_What you are asked to do_. Within these entries, how many lines contain the word "road"? Answer with the number alone.
*** Block opens ***
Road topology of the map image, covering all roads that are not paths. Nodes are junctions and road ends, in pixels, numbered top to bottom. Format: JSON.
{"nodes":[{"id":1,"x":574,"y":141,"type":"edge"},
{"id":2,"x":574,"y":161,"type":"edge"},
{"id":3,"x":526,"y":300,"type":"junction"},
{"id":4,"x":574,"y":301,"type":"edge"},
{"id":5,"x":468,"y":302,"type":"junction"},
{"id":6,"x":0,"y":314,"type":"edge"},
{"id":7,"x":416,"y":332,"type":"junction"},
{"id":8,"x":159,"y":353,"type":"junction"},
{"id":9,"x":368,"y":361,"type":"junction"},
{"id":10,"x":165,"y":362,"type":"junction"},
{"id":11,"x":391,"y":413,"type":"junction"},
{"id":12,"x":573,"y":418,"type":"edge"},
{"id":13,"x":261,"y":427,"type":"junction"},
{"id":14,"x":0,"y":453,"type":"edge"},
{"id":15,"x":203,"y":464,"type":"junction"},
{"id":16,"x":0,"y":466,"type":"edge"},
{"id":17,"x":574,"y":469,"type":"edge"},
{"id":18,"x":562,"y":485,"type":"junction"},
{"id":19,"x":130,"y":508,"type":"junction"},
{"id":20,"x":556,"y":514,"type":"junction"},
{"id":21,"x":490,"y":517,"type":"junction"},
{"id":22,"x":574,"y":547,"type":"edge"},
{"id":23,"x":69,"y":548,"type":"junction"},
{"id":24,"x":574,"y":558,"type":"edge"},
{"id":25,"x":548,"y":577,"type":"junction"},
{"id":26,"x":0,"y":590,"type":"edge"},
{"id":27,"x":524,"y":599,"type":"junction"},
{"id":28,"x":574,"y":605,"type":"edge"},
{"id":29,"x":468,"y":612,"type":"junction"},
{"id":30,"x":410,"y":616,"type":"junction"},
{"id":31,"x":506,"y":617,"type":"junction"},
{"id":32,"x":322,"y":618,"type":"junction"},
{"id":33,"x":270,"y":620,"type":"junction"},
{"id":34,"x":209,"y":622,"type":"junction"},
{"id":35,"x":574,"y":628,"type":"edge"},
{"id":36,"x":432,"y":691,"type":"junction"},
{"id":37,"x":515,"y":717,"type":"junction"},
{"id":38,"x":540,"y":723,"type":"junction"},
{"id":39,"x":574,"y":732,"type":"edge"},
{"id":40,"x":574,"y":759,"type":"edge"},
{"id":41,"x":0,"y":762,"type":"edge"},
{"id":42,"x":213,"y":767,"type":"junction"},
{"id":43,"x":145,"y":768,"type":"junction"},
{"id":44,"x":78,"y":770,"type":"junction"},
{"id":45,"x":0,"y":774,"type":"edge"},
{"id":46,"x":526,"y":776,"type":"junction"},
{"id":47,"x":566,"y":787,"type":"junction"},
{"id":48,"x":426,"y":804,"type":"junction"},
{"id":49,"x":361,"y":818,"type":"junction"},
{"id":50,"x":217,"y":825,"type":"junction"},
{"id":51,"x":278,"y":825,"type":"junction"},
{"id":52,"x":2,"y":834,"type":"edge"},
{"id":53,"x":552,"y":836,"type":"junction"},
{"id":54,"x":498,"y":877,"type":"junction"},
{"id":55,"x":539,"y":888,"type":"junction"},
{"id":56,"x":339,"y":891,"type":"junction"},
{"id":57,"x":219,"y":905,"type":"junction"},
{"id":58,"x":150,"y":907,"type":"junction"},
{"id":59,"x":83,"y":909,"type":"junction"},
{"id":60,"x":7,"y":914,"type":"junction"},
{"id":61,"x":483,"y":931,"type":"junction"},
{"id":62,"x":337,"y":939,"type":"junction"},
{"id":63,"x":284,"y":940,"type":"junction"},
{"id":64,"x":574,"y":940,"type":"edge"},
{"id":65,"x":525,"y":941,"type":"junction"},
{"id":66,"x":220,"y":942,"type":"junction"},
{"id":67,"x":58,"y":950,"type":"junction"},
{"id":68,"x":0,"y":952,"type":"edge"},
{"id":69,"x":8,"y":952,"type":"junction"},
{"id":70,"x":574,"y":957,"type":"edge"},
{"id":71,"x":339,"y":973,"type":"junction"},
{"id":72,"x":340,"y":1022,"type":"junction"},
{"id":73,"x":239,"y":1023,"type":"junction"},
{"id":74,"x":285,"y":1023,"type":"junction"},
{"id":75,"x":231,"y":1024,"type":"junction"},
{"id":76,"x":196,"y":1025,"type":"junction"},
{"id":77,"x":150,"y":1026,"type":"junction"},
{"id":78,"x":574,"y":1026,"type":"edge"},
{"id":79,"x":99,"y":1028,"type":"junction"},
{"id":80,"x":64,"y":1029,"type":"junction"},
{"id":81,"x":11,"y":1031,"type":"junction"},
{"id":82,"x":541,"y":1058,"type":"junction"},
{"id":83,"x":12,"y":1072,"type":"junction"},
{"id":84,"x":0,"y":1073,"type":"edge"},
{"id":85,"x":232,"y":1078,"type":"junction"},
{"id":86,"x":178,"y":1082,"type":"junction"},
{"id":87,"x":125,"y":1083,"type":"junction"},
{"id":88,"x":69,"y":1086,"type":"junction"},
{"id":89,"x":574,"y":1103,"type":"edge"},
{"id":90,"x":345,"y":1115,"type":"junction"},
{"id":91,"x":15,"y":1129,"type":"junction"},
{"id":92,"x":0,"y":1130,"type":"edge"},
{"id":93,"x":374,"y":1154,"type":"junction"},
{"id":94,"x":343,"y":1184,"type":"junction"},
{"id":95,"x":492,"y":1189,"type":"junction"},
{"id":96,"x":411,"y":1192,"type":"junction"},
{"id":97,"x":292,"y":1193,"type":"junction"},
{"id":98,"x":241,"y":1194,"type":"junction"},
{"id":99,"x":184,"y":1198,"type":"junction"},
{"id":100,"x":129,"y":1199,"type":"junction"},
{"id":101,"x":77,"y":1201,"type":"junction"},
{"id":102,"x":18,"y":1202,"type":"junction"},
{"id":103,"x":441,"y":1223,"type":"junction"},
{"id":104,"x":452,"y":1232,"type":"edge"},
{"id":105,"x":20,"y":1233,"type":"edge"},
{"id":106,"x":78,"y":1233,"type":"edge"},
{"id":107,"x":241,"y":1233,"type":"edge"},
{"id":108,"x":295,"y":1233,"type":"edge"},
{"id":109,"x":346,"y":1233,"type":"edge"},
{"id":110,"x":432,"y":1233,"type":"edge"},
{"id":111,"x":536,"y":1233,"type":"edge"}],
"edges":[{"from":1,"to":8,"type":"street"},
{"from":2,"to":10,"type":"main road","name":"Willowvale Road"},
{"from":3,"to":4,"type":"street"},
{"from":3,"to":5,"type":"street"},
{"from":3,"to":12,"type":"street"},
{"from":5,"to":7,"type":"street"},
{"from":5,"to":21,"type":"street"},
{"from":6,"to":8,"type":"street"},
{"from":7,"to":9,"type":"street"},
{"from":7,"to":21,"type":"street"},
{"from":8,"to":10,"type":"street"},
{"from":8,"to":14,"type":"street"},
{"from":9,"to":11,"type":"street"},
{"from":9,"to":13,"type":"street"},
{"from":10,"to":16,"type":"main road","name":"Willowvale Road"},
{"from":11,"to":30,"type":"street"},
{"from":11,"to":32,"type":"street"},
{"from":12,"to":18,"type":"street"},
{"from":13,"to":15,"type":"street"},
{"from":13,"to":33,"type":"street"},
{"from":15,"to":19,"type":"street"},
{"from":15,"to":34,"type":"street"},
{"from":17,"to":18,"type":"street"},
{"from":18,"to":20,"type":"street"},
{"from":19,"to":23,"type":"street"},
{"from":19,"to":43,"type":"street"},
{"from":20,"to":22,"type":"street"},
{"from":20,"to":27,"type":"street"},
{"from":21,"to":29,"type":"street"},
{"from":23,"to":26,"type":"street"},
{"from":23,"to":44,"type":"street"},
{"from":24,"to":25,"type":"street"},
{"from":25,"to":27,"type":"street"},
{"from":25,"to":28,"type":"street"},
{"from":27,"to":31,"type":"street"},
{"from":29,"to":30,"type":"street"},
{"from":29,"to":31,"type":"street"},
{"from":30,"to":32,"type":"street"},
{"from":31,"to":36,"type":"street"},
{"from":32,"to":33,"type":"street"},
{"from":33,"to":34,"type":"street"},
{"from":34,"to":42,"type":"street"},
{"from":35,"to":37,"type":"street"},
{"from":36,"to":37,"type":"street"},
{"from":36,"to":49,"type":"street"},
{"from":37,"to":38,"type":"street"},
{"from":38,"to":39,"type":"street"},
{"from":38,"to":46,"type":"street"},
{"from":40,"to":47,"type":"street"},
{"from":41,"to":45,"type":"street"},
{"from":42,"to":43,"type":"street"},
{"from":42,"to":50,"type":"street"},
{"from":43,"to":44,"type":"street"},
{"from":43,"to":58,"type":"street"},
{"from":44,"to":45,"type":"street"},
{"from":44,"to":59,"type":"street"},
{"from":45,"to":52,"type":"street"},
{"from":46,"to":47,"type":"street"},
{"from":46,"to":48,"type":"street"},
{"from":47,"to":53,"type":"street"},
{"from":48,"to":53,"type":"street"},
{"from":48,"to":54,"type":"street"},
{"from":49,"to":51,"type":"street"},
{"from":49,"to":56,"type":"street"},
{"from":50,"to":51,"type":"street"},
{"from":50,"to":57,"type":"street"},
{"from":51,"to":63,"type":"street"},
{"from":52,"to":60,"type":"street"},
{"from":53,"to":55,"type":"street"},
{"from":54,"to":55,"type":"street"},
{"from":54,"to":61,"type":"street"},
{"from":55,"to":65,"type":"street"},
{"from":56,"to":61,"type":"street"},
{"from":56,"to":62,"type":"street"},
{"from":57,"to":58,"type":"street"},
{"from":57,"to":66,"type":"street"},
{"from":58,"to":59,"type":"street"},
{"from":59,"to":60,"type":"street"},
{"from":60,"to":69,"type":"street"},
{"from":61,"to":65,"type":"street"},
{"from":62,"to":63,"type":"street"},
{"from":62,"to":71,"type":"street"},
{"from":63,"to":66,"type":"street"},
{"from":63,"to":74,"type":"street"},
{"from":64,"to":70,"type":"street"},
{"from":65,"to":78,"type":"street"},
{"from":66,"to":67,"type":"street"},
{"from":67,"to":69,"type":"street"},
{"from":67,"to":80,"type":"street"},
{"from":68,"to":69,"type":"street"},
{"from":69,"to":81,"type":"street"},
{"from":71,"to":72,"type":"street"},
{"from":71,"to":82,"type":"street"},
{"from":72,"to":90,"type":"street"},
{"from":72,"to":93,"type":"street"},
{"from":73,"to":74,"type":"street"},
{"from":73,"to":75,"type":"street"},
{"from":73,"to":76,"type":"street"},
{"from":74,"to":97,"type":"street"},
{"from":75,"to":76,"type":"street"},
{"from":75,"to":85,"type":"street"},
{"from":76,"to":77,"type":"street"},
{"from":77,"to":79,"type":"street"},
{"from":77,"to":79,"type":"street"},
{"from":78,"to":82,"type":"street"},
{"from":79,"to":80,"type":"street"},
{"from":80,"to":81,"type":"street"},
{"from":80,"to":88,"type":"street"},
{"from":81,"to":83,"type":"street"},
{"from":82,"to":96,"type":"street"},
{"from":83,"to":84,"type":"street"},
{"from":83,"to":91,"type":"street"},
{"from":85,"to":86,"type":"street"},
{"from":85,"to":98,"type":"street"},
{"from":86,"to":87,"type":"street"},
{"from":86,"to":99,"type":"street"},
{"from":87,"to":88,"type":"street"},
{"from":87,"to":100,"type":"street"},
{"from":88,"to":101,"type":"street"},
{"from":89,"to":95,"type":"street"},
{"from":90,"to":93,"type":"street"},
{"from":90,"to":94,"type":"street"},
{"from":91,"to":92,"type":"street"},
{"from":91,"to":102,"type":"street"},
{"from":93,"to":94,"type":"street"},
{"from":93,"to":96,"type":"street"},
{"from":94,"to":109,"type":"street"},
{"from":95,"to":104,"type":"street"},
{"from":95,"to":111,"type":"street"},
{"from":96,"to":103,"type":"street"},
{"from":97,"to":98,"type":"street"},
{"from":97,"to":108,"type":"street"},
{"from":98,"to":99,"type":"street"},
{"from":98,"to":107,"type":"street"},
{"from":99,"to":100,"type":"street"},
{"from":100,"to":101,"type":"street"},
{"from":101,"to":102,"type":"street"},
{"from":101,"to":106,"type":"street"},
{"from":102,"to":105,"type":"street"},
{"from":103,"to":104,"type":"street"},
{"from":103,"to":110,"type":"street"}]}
*** Block closes ***
_Solution to this exercise_. 3